Thu 11 Jan 2007
Hello Friends and Wine Lovers!
Happy . . .um . . . Second Week of the New Year! That seems a bit anticlimactic, doesn’t it? I guess for the second week we just settle into the old routines again and try not to look at the post-holiday credit card bills. On the good side, the crowds at the gym start to diminish after the first week of the year, so there’s less fighting to get on that stairclimber. Ah, resolutions. As to my resolution: I resolve to keep serving the best wines possible at the price with emphasis on the “Hey, that’s neat!” and the “This is a what? Hey, that’s good!” genres of wines. And to show that some resolutions can be kept, here’s the Carpe Vinum Second Week of January Newsletter and Tasting Announcement For Which It Exists! And this week, it’s the wines of Southwest France!
“The wines of Southwest France” seems to be a vague title. And rightfully so, as the regions that are contained within that designation are scattered about with no seeming semblance of order.

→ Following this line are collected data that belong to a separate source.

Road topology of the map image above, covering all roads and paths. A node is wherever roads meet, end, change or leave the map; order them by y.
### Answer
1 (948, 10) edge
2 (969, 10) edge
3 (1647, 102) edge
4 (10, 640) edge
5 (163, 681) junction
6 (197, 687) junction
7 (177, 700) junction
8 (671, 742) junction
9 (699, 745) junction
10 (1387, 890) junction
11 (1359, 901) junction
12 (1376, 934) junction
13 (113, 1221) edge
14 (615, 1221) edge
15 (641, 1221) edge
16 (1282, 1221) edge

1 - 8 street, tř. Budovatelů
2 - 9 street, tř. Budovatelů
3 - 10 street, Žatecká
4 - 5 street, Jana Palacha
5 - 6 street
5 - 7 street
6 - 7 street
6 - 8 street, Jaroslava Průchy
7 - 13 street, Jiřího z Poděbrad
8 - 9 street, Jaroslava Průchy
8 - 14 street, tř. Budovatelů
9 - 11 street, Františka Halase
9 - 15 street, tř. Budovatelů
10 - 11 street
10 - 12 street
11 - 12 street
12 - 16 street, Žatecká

They are country wines, and are as diverse, and therefore as interesting, as any others I’ve encountered. There are styles in the region that are unmatched and some native grapes that are seldom, if ever, planted elsewhere. But what makes them all “Southwest”? Well . . . that’s, uh . . .where they are located within France: The Southwest. It’s just the vast area of territory between the Southern and Eastern edges of Bordeaux, and the Northern and Westernmost reaches of Languedoc and Rousillon, and continuing all the way down to the Basque country in the Pyrenees, way far South. There are about two-dozen individual grower regions within the Southwest and, frankly, they are a bit hard to track down, here in town. Also, and as a result of these wines being so obscure, there are a great many bargains to be found in the region. So of these two-or-so-dozen wine districts, we’ve got seven.

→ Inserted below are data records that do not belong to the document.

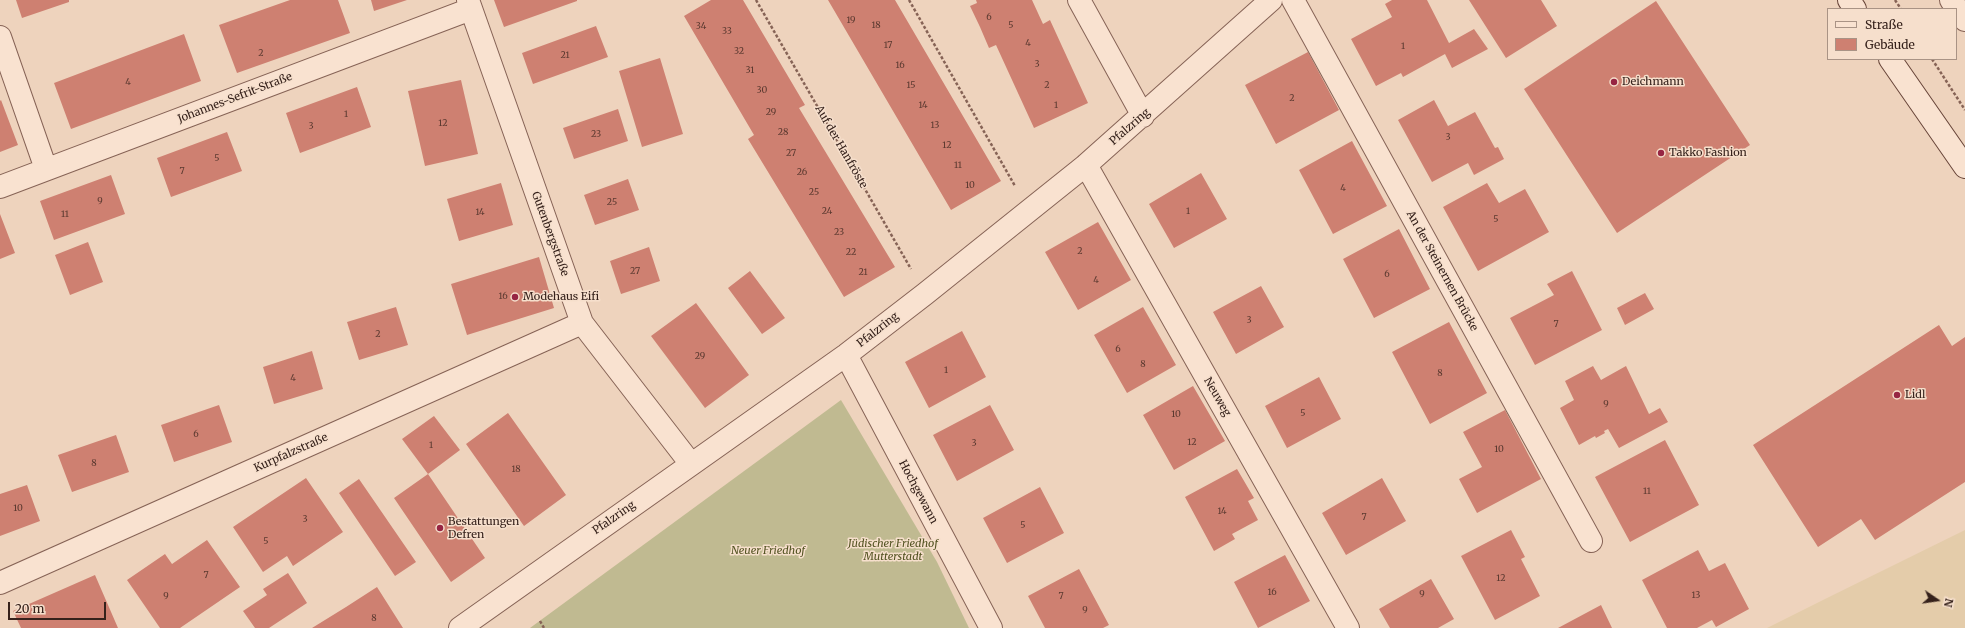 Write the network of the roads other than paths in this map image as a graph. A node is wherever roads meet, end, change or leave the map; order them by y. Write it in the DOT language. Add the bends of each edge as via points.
graph roads {
  1 [pos="1079,0"];
  2 [pos="1270,0"];
  3 [pos="1293,0"];
  4 [pos="469,5"];
  5 [pos="1957,9"];
  6 [pos="1965,20"];
  7 [pos="0,37"];
  8 [pos="1891,60"];
  9 [pos="1143,116"];
  10 [pos="1086,165"];
  11 [pos="1965,166"];
  12 [pos="46,169"];
  13 [pos="0,187"];
  14 [pos="582,323"];
  15 [pos="846,355"];
  16 [pos="691,464"];
  17 [pos="1591,541"];
  18 [pos="0,583"];
  19 [pos="460,628"];
  20 [pos="991,628"];
  21 [pos="1348,628"];
  1 -- 9 [label="street"];
  2 -- 9 [label="street, Pfalzring"];
  3 -- 17 [label="street, An der Steinernen Brücke"];
  4 -- 12 [label="street, Johannes-Sefrit-Straße"];
  4 -- 14 [label="street, Gutenbergstraße"];
  5 -- 6 [label="street"];
  7 -- 12 [label="street"];
  8 -- 11 [label="street"];
  9 -- 10 [label="street, Pfalzring"];
  10 -- 15 [label="street, Pfalzring"];
  10 -- 21 [label="street, Neuweg"];
  12 -- 13 [label="street, Johannes-Sefrit-Straße"];
  14 -- 16 [label="street, Gutenbergstraße"];
  14 -- 18 [label="street, Kurpfalzstraße"];
  15 -- 16 [label="street, Pfalzring"];
  15 -- 20 [label="street, Hochgewann"];
  16 -- 19 [label="street, Pfalzring"];
}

We’re starting with the Cotes de Marmandais, which is directly bordering Bordeaux. As a result, as you might expect, the wines are in the same style as Bordeaux, being Cabernet, Merlot and Cabernet Franc blends. Further to the East of Marmandais we find one of the more famous wine districts of Cahors. Traditionally the wines were all inky-black and made from all Malbec. After the phylloxera epidemic wiped out most of the vineyards, and the Malbec had a hard time grafting onto phylloxera-resistant rootstock, the region saw more Merlot and Tannat grapes mixed into the blend. But the wines of Cahors must be at least 70% Malbec, and are still dark, dark wines.
South of Cahors we find the regions Gaillac, Frontonnais, Madiran, and Irouleguy. All feature a multitude of grape varieties that we know well, and others we’ve probably never heard of. Of a specific note is the superstar of this part of the region: The Tannat grape which dominates the Madiran and Irouleguy wines. The wines made from Tannat are burly, tannic, and spicy. I’ve been enjoying these wines quite a bit, and this region of the world is one of the only places to get it. I guess they’ve experimented with a bit of Tannat in the New World, but I’ve never seen any of them around here. It’s just stuff of legends and fairy-tales to keep the young eonophiles in check.
Oh, but that’s not all! While searching for new and interesting wines for the tasting, I came across one I’ve never seen before, and I was perplexed. No . . . not perplexed . . . um . . . piqued interest? Intrigued! Something like that . . . It caught my attention. It’s a sweet white wine from within the Madiran region called Pacherenc du Vic-Bihl Doux, if you can believe such a thing. It’s a late-harvest wine made with Arrufiac, Courbu, Petit Manseng, Gros Manseng with bits of Semillon and Sauvignon Blanc. I guess you didn’t really need to know all those grapes unless you were going to try to make one yourself . . . which, and of course, let me know if you do. That would be just too weird to pass up!
So Friday, January 12th, between 4:30 and 9:00 PM it’s:
Southwest France!!!
Chateau de Fontalem 2004 Cotes de Marmandais
Chateau de Cedre 2004 Heritage, Cahors
Bellevue la Foret Optimum, Cotes du Frontonnais
Domaine des Terrisses 2004 Rouge, Gaillac
Chateau Lafitte-Teston 2003 Vielles Vignes, Madiran
More Wines Southwest France!!!
Chateau Montus 2002 Madiran
Domaine Brana 2003 Rouge, Irouleguy
And, yes! It’s Another Triumphant Return of the Satellite Dessert Pour!!!
Domaine Brumont 2001 Pacherenc du Vic Bihl Doux
A stellar deal at $10 for the First 5, $6 for the Extra 2 Premium Pours, and $4 for the dessert pour.
Hope to see you here!
Seize the Wine!
Next Friday tasting is Awesome Aussies!